Aim of the exercise:
Collect all lines containing the word "points" from the data.

Data records:
════

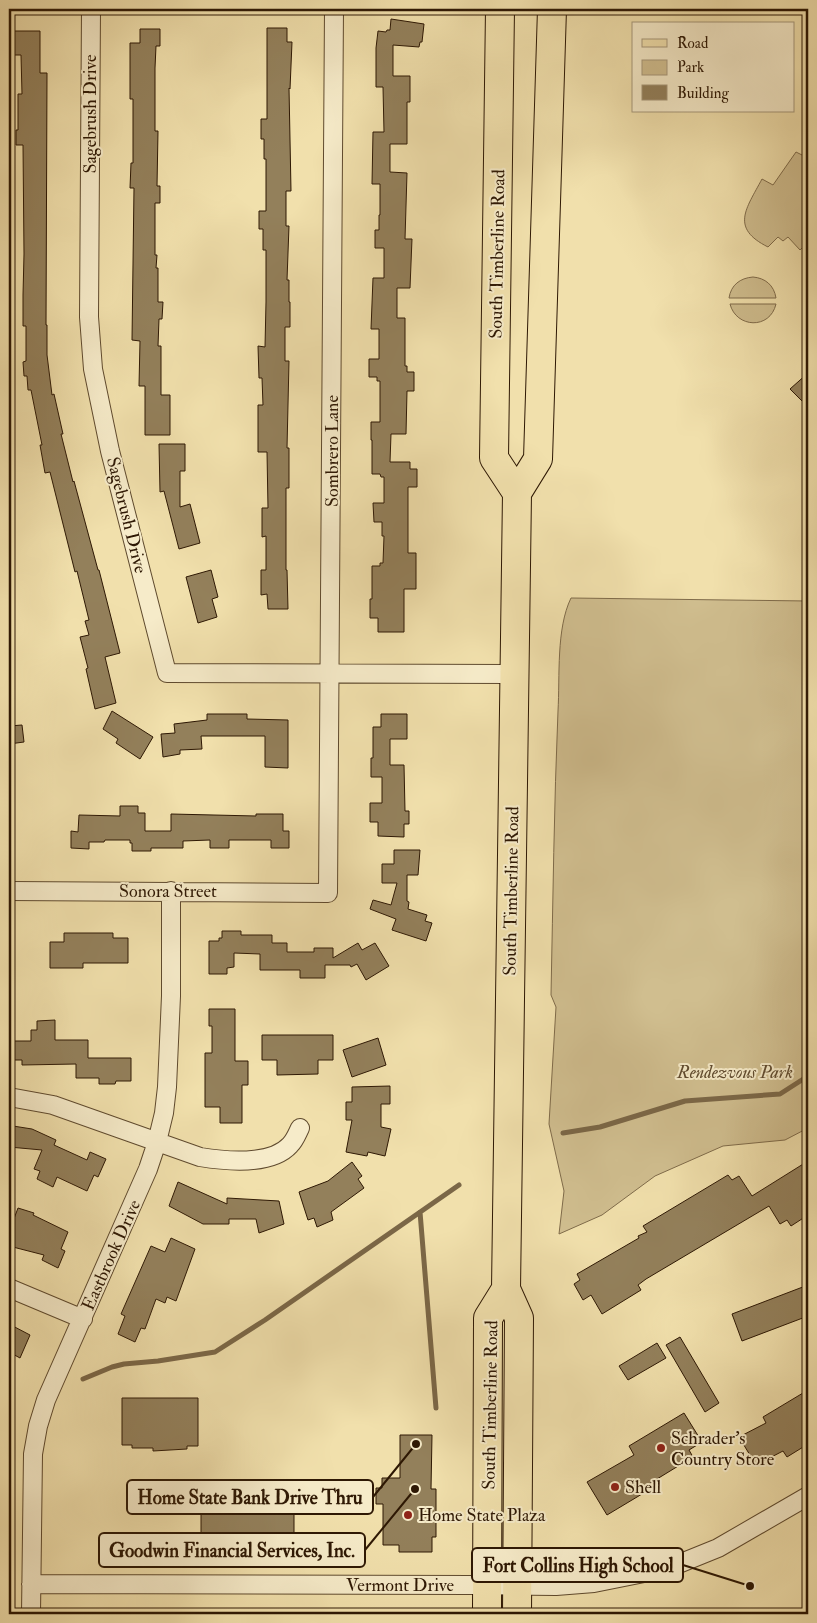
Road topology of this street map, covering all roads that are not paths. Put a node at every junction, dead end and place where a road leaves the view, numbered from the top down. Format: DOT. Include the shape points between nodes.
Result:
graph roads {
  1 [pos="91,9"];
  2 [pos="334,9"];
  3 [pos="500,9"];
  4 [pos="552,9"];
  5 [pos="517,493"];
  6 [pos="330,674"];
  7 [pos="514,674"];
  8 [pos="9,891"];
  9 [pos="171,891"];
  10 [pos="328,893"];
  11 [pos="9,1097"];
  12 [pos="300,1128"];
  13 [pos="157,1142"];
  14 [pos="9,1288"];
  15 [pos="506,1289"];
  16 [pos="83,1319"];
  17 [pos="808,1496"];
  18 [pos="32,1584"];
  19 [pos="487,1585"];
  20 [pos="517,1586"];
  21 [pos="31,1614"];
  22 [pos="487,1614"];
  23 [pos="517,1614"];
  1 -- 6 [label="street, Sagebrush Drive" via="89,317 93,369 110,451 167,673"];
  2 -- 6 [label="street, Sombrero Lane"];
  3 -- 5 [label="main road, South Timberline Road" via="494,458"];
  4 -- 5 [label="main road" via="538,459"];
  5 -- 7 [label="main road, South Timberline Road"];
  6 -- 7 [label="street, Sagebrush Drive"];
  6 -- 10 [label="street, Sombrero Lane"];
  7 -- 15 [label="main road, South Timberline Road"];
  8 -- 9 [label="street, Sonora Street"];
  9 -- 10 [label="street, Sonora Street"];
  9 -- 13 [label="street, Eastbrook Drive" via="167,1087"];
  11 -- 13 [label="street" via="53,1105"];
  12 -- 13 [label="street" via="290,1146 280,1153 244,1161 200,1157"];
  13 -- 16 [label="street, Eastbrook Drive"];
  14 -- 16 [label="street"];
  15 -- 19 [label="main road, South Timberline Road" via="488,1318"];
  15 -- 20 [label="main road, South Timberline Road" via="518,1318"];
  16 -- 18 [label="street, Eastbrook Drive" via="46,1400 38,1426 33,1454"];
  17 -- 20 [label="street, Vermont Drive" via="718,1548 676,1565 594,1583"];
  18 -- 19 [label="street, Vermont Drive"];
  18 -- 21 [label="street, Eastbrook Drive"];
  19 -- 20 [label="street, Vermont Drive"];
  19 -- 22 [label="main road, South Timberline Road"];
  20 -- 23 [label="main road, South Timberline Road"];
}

════

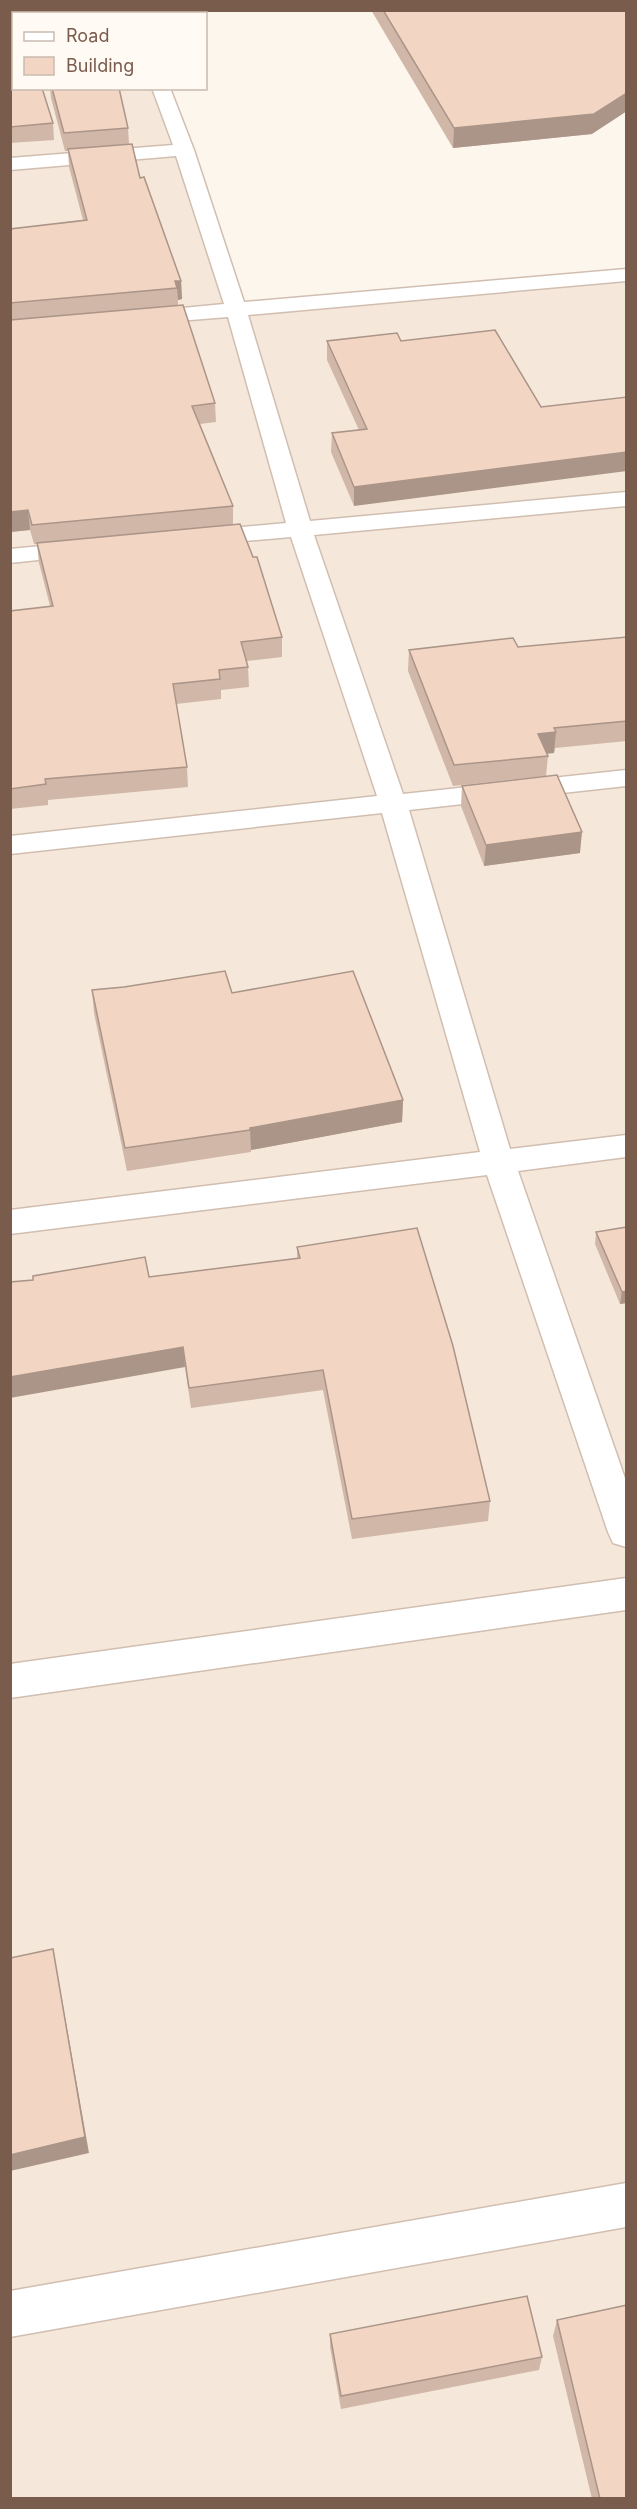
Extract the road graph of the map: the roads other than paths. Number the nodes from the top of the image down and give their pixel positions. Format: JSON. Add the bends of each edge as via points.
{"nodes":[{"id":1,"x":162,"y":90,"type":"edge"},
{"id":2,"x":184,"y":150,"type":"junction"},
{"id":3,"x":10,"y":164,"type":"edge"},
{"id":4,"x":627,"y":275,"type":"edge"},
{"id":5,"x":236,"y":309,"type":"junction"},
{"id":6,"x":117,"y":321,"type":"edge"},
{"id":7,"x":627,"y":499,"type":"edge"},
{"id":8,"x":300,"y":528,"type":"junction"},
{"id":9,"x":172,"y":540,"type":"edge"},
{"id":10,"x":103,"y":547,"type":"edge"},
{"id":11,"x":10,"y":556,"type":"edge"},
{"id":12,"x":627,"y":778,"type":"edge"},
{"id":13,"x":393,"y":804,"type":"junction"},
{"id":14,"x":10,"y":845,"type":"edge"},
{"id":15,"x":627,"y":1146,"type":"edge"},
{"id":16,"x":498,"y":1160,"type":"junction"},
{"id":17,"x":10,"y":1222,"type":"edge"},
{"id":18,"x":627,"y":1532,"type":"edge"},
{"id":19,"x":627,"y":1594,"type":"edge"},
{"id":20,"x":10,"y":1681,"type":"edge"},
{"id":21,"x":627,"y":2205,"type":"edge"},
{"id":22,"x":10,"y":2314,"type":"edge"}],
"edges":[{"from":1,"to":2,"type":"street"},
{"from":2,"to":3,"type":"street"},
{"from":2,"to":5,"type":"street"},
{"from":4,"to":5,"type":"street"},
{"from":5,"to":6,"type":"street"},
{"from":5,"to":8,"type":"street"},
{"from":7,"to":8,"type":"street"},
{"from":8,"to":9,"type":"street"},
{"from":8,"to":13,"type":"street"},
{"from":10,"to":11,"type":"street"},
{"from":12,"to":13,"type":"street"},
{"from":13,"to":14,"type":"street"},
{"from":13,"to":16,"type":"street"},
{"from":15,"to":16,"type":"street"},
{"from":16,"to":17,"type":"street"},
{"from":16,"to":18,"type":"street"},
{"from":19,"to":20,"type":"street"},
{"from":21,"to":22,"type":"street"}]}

════

Solution to this problem:
Road topology of this street map, covering all roads that are not paths. Put a node at every junction, dead end and place where a road leaves the view, numbered from the top down. Format: DOT. Include the shape points between nodes.
Extract the road graph of the map: the roads other than paths. Number the nodes from the top of the image down and give their pixel positions. Format: JSON. Add the bends of each edge as via points.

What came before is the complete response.